The exclusion criteria included PanNENs at a grade other than G2 at the time of diagnosis, PanNENs as a component of hereditary syndromes, NENs in more than one location, and a positive history of other malignancies.

A CONSORT diagram for the final study population is shown in Figure 1. Histological differentiation was assessed according to the current WHO classification for PanNEN, valid at the time of diagnosis, based on the morphological mitotic index [G1 < 2/10 high-power field (HPF), G2 2–20/10 HPF, and G3 > 20/10 HPF] or immunohistochemically evaluated tumour proliferative activity according to the Ki-67 index (G1, G2, and G3 < 3%, 3–20%, > 20%, respectively). In cases where the mitotic index differed from the Ki-67 index, a higher index was used.

178339.png
Figure 1. Patient inclusion and exclusion algorithm. PanNET pancreatic neuroendocrine tumour; NEC neuroendocrine carcinoma; MANEC mixed adenoneuroendocrine carcinoma

Recurrence of the disease was defined as local relapse or the appearance of local or distant metastases. The follow-up time was defined as the time from surgery to the patient’s last visit or the time to death.

In all patients, sex, age at diagnosis, presence of clinical symptoms, and diagnostic path were evaluated (Tab. 1). The differences between genders, tumour location, Ki-67 index, largest dimension, hormonal activity, and relapse were analysed.
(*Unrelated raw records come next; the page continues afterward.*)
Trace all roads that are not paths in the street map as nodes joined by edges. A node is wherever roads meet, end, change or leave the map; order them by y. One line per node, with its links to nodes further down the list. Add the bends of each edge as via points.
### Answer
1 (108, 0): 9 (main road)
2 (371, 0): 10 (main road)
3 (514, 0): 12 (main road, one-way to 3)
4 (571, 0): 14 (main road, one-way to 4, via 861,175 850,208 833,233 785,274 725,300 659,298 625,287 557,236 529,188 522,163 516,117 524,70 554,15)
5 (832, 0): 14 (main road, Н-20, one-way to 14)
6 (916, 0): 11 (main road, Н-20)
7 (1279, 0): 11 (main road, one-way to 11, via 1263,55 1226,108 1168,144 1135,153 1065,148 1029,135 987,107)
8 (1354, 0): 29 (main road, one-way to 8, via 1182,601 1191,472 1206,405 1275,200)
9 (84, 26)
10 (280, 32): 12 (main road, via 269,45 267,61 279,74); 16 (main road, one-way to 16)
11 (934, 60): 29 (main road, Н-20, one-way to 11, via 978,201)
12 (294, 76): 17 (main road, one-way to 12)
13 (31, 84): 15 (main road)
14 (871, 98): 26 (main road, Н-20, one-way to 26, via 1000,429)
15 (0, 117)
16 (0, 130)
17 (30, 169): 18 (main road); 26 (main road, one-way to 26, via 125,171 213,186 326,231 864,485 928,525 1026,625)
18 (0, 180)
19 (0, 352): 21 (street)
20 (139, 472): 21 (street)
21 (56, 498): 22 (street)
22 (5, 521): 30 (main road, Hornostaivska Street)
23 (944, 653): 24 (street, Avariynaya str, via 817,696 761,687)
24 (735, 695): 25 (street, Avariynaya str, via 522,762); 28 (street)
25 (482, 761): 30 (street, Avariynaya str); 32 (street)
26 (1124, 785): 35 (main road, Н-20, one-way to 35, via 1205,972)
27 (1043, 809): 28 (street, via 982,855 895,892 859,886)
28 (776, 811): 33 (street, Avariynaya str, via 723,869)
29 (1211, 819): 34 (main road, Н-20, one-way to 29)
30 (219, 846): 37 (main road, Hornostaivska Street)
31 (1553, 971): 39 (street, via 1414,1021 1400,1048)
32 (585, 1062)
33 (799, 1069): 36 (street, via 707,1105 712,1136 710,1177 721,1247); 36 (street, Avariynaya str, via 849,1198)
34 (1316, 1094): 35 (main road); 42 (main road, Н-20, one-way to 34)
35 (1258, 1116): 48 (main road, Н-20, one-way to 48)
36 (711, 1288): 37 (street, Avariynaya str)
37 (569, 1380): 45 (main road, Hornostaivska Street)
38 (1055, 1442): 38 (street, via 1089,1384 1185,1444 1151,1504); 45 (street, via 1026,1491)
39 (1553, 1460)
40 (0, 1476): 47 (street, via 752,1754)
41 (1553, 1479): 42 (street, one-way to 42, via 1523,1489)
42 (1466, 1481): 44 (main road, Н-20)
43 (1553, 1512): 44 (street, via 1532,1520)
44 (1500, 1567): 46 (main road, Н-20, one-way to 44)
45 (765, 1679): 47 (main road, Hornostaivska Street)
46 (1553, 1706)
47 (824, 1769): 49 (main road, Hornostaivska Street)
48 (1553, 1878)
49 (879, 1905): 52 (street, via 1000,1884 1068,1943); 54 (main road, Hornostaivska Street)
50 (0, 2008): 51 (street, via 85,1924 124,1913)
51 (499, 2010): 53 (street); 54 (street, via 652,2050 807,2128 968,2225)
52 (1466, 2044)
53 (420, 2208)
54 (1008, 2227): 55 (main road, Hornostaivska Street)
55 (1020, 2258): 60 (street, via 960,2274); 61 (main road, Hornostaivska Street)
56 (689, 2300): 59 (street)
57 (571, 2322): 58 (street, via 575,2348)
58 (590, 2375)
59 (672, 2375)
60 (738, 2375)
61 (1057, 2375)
Table 1. Patients’ complaints leading to diagnosis

Symptom

Number of patients

Symptomatic patients

15 (34.09%)

Abdominal pain and weight loss

8

Hypoglycaemia

4

Ankle swelling

1

Erythematous changes

2

Asymptomatic patients

29 (65.91%)

Statistical analysis

The statistical analysis was performed using IBM SPSS Statistics 26.0. The descriptive statistics were provided as mean, median, range, and percentage values. The normality of the data was tested using the Shapiro-Wilk test. Correlations were calculated using the Spearman’s rho correlation coefficient. The U Man-Whitney test, Kruskal-Wallis test, and c2 test were used to assess the statistical significance of differences between groups. For statistically significant values in the c2 test, Cramer’s V correlation coefficient was calculated. Receiver operating characteristic (ROC) curves were used to calculate the Youden index to define the optimum cut-off values for Ki-67 for the binary classification of patients. The results were considered to be statistically significant with p < 0.05.

Ethics statement

The study protocol was approved by the Local Ethics Committee of the Jagiellonian University in Krakow, decision number KB 1072.6120.106.2022 (25.05.2022). Written informed consent for participation was not required for this study, in accordance with the national legislation and the institutional requirements.

Results

We identified 183 patients diagnosed with confirmed PanNETs, who were treated and followed up in our centre from January 2006 to February 2020 (Fig. 1). The mean age of the patients was 58.4 ± 11.8 years (range 26–91), and 32% (n = 14) of patients were male. The dominant location of PanNETs was the tail of the pancreas (43.2%, n = 19). The average follow-up was 8.39± 4.5 years. Disease relapse was observed in 16 (36.36%) patients, and the mean time to recurrence was 3 years and 5 months (range: 3–132 months, median 26 months). The localization of metastatic lesions at recurrence is shown in Table 2. In 4 patients (4/42; 9.52%) relapse occurred within one year of follow-up. In 5-year follow up, 3 patients were lost and a further 7 experienced disease recurrence (7/39; 17.94%). Within 10 years, 2 more patients with progression were lost to follow-up, and the next 4 patients experienced relapse (4/37; 10.81%). On further observation, 2 patients with progression failed to follow-up, and one patient experienced relapse (1/35; 2.86%). Two others dropped out of the follow-up group. During the entire follow-up period, 4 patients died, 2 from NET progression (10 and 11 years after surgery, respectively) and 2 from causes other than NET.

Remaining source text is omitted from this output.